Überhaupt erfahre ich alle diese Hintergründe erst, als die Begegnung längst vorbei ist. Ich habe mich unter einem Vorwand von der Gruppe abgespalten und bin erst einmal wie aufgeschreckt durch die Altstadtgassen gehetzt, um mich abzuregen. Viel Spaß mit meiner Wahrheit, hatte mir der Verschwörungsideologe noch gewünscht. Er hat den Schlagabtausch klar gewonnen.

Am Nachmittag sitze ich auf dem Dach des Hostels, wo ich mich verstecke, um ihm nicht wieder zu begegnen. Während ich langsam einen Sonnenstich bekomme, ergoogle ich, was mir eben widerfahren ist. Das Wissen darüber hilft, es ordnet ein. Aber es ändert nichts daran: Was meine Bürgerpflicht angeht, habe ich versagt.
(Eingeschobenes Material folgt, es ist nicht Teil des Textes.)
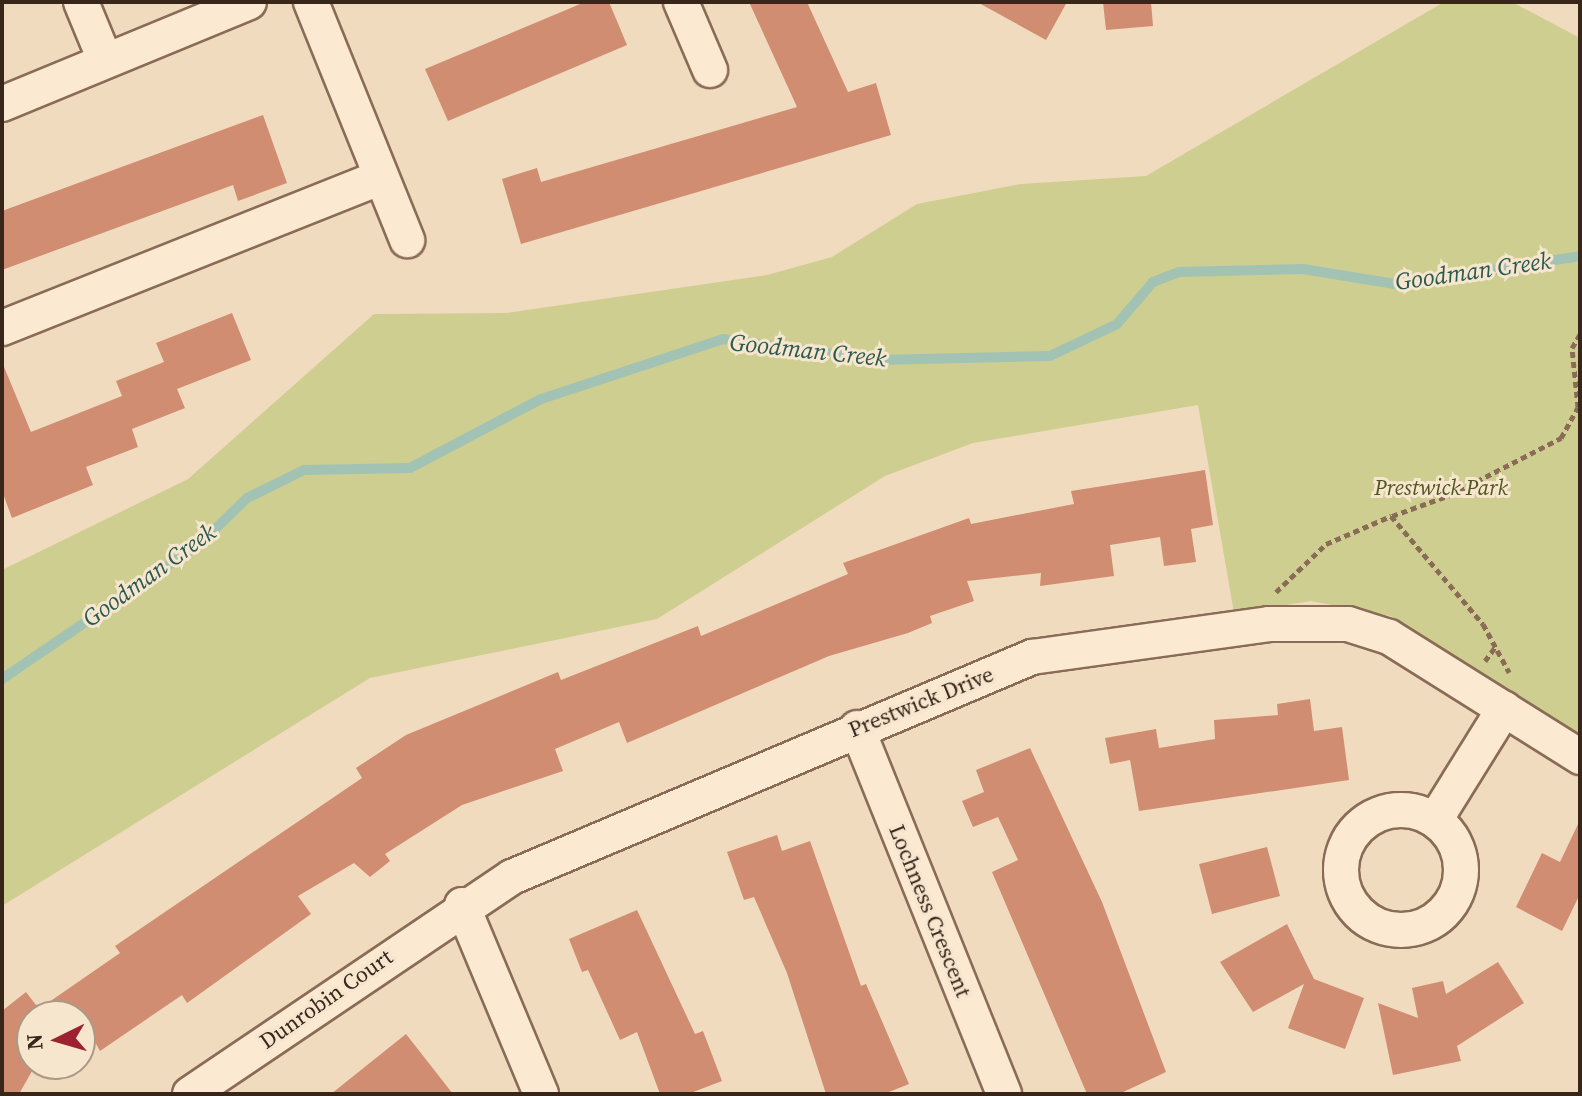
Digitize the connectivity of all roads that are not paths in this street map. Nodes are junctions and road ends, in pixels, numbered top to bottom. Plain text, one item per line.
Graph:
1 (81, 2) edge
2 (249, 2) edge
3 (311, 2) edge
4 (681, 2) edge
5 (105, 60) junction
6 (710, 70) dead end
7 (2, 104) edge
8 (379, 178) junction
9 (407, 240) dead end
10 (2, 328) edge
11 (1504, 709) junction
12 (857, 728) junction
13 (1580, 757) edge
14 (1435, 820) dead end
15 (462, 905) junction
16 (190, 1094) edge
17 (541, 1094) edge
18 (1004, 1094) edge

1 - 5 street
2 - 5 street
3 - 8 street
4 - 6 street
5 - 7 street
8 - 9 street
8 - 10 street
11 - 12 street, Prestwick Drive
11 - 13 street, Prestwick Drive
11 - 14 street
12 - 15 street, Prestwick Drive
12 - 18 street, Lochness Crescent
15 - 16 street, Dunrobin Court
15 - 17 street

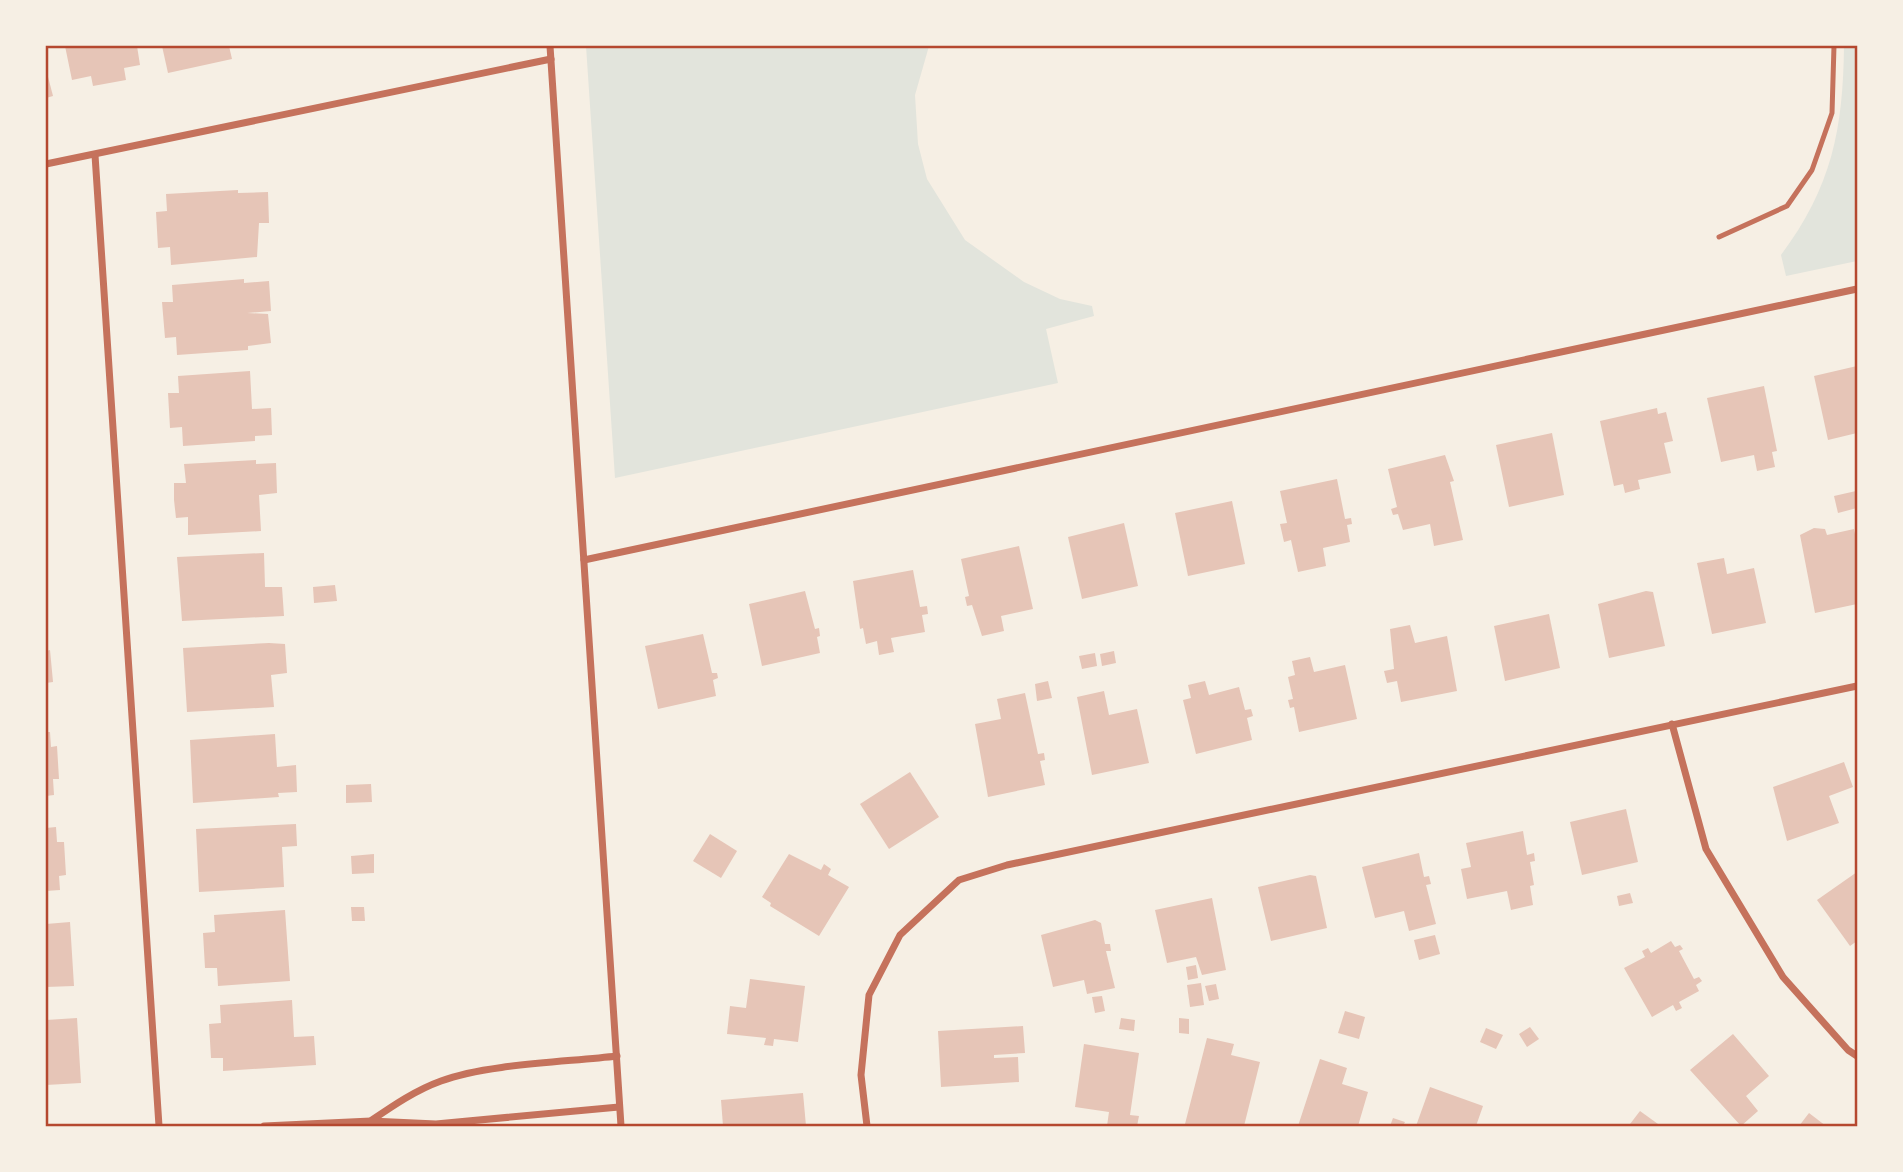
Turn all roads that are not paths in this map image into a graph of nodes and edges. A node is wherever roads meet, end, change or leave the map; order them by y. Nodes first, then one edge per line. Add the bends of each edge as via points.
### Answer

Als ich wieder runterkomme, ist er abgereist. Ich bin erleichtert. Und schäme mich.

Wie hätte ich reagieren können?

Wochen später erst frage ich bei der Amadeu-Antonio-Stiftung nach, wie man sich in solchen Situationen verhalten sollte. "Grundsätzlich hilft da alles, was man auch bei Rassismus, Rechtsextremismus, Rechtspopulismus im Allgemeinen tun sollte", sagt Lobert Lüdecke von der Stiftung. "Ruhig und sachlich nachfragen, vor allem Quellen erbitten – und diese kontextualisieren."

Man kann die Leute nicht bekehren, höchstens verunsichern.

Und das ist schon mal viel wert. Das war mein Fehler: Ich wollte ihn überzeugen, wollte gewinnen, ihn plattmachen. Damit habe ich ihn viel zu wichtig genommen.

Für meine nächste Begegnung dieser Art weiß ich: Es gibt rechte Verschwörungsideolog*innen, es gibt sie überall, sogar im Urlaub. Das ist nervig, aber erst mal nicht bedrohlich. Ich kann also weiteratmen. Möglichst unbeeindruckt nachfragen und seine Theorie auf Schwachstellen untersuchen. Und die Schwachstellen entlarven. Nach außen sind Verschwörungsideologien imposant, nach innen oft porös. Bevor die USA in den Krieg eintraten, gab es ja bereits seit Jahren Krieg, nicht wahr? Und viele Gruppen in den Vereinigsten Staaten waren für einen Kriegseintritt – warum also nicht auch ein paar Zionist*innen? Ist das wirklich dasselbe wie einen Weltkrieg anzetteln?

Ich werde es vielleicht nicht schaffen, eine*n Verschwörungsideolog*in zu bekehren, aber ich kann eine weitere Person sein, die er nicht mit seinem Quatsch überzeugt hat – und vielleicht sogar die anderen Mitreisenden. Es ist ein bescheidener Triumph. Aber einer, mit dem es sich entspannt weiterurlauben lässt.